Les parties peuvent convenir par écrit d’une solution pratique, mais une négociation ne doit pas masquer un logement rendu dangereux. Lorsque l’exécution rend l’usage impossible ou présente un risque, le locataire peut demander au juge d’interrompre ou d’interdire les travaux. Pour des réparations urgentes rendant le logement inhabitable, d’autres conséquences judiciaires peuvent être examinées.
Le locataire peut-il refuser une entreprise ou un créneau ?
Il peut signaler une indisponibilité réelle et proposer une alternative. Il peut aussi demander que l’entreprise respecte la notification, les règles de sécurité et la protection des biens. En revanche, refuser systématiquement tout accès à une réparation relevant du propriétaire fragilise sa position.
Le bailleur doit de son côté éviter les passages imprévus et les visites sans rapport avec le chantier. Chaque intervenant doit connaître la zone autorisée. Photographiez l’état avant travaux avec l’accord nécessaire, protégez les meubles et prévoyez le nettoyage. Une remise de clés temporaire doit être tracée.
En cas de désaccord persistant, échangez par écrit et recherchez une solution amiable, éventuellement avec l’Adil. Pour certains litiges d’un montant limité, une tentative de conciliation ou de médiation est requise avant la saisine du juge. Ne transformez pas un problème de planning en coupure de services ou en pression sur l’occupant.
Après une rénovation énergétique, mettre les documents à jour
Conservez devis, factures et caractéristiques des matériaux ou équipements. Si les travaux modifient la performance, l’ancien DPE ne s’actualise pas tout seul. Un nouveau diagnostic peut être utile avant une relocation, particulièrement si la classe énergétique conditionne la mise sur le marché.
Le propriétaire peut préparer cette étape avec Diagogo après la réception du chantier. Le diagnostiqueur disposera alors de preuves exploitables, et le bailleur pourra remettre au futur locataire un dossier cohérent avec l’état réel du logement. Le guide sur le DPE après rénovation précise ce calendrier.
Conclusion
Le locataire doit permettre certains travaux, mais le propriétaire doit les notifier et respecter des conditions d’accès précises. Au-delà de vingt et un jours, une baisse de loyer proportionnelle est prévue. Organisez le chantier par écrit, documentez sa durée et anticipez avec Diagogo les diagnostics à actualiser après rénovation.
FAQ
Le propriétaire peut-il entrer avec son double de clés ?
Non, pas librement. L’accès doit être organisé avec le locataire et correspondre aux travaux annoncés.
Le locataire doit-il accepter des travaux le dimanche ?
Non.
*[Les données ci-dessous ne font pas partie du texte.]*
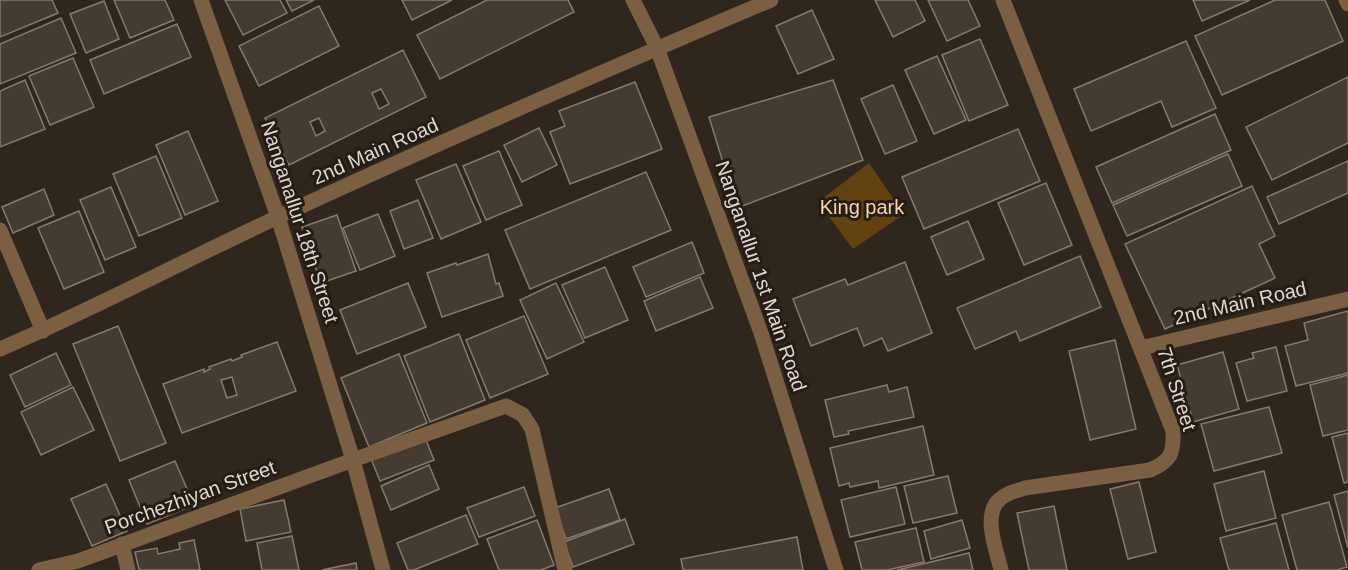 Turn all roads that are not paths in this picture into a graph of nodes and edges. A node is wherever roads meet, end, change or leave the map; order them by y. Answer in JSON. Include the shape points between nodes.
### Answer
{"nodes":[{"id":1,"x":201,"y":0,"type":"edge"},
{"id":2,"x":633,"y":0,"type":"edge"},
{"id":3,"x":771,"y":0,"type":"edge"},
{"id":4,"x":1003,"y":0,"type":"edge"},
{"id":5,"x":657,"y":48,"type":"junction"},
{"id":6,"x":278,"y":217,"type":"junction"},
{"id":7,"x":0,"y":230,"type":"edge"},
{"id":8,"x":1348,"y":299,"type":"edge"},
{"id":9,"x":43,"y":331,"type":"junction"},
{"id":10,"x":1141,"y":348,"type":"junction"},
{"id":11,"x":0,"y":349,"type":"edge"},
{"id":12,"x":353,"y":460,"type":"junction"},
{"id":13,"x":122,"y":544,"type":"junction"},
{"id":14,"x":39,"y":570,"type":"edge"},
{"id":15,"x":128,"y":570,"type":"edge"},
{"id":16,"x":383,"y":570,"type":"edge"},
{"id":17,"x":565,"y":570,"type":"edge"},
{"id":18,"x":836,"y":570,"type":"edge"},
{"id":19,"x":1001,"y":570,"type":"edge"}],
"edges":[{"from":1,"to":6,"type":"street","name":"Nanganallur 18th Street"},
{"from":2,"to":5,"type":"street","name":"Nanganallur 1st Main Road"},
{"from":3,"to":5,"type":"street","name":"2nd Main Road"},
{"from":4,"to":10,"type":"street","name":"7th Street"},
{"from":5,"to":6,"type":"street","name":"2nd Main Road"},
{"from":5,"to":18,"type":"street","name":"Nanganallur 1st Main Road","via":[[761,333]]},
{"from":6,"to":9,"type":"street","name":"2nd Main Road"},
{"from":6,"to":12,"type":"street","name":"Nanganallur 18th Street"},
{"from":7,"to":9,"type":"street"},
{"from":8,"to":10,"type":"street","name":"2nd Main Road"},
{"from":9,"to":11,"type":"street","name":"2nd Main Road"},
{"from":10,"to":19,"type":"street","name":"7th Street","via":[[1173,431],[1174,447],[1167,461],[1150,470],[1025,489],[1004,497],[991,516]]},
{"from":12,"to":13,"type":"street","name":"Porchezhiyan Street"},
{"from":12,"to":16,"type":"street","name":"Nanganallur 18th Street"},
{"from":12,"to":17,"type":"street","name":"Porchezhiyan Street","via":[[491,410],[506,406],[514,409],[532,429]]},
{"from":13,"to":14,"type":"street","name":"Porchezhiyan Street","via":[[78,561]]},
{"from":13,"to":15,"type":"street"}]}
Service-Public précise qu’il n’est pas obligé de permettre l’accès les samedis, dimanches et jours fériés.
La baisse de loyer s’applique-t-elle dès le premier jour ?
La règle citée prévoit une baisse proportionnelle lorsque les travaux durent plus de vingt et un jours.
Sources
Service-Public — accès au logement pour travaux, vérifié le 28 mai 2025 ; Légifrance — loi du 6 juillet 1989 sur les rapports locatifs.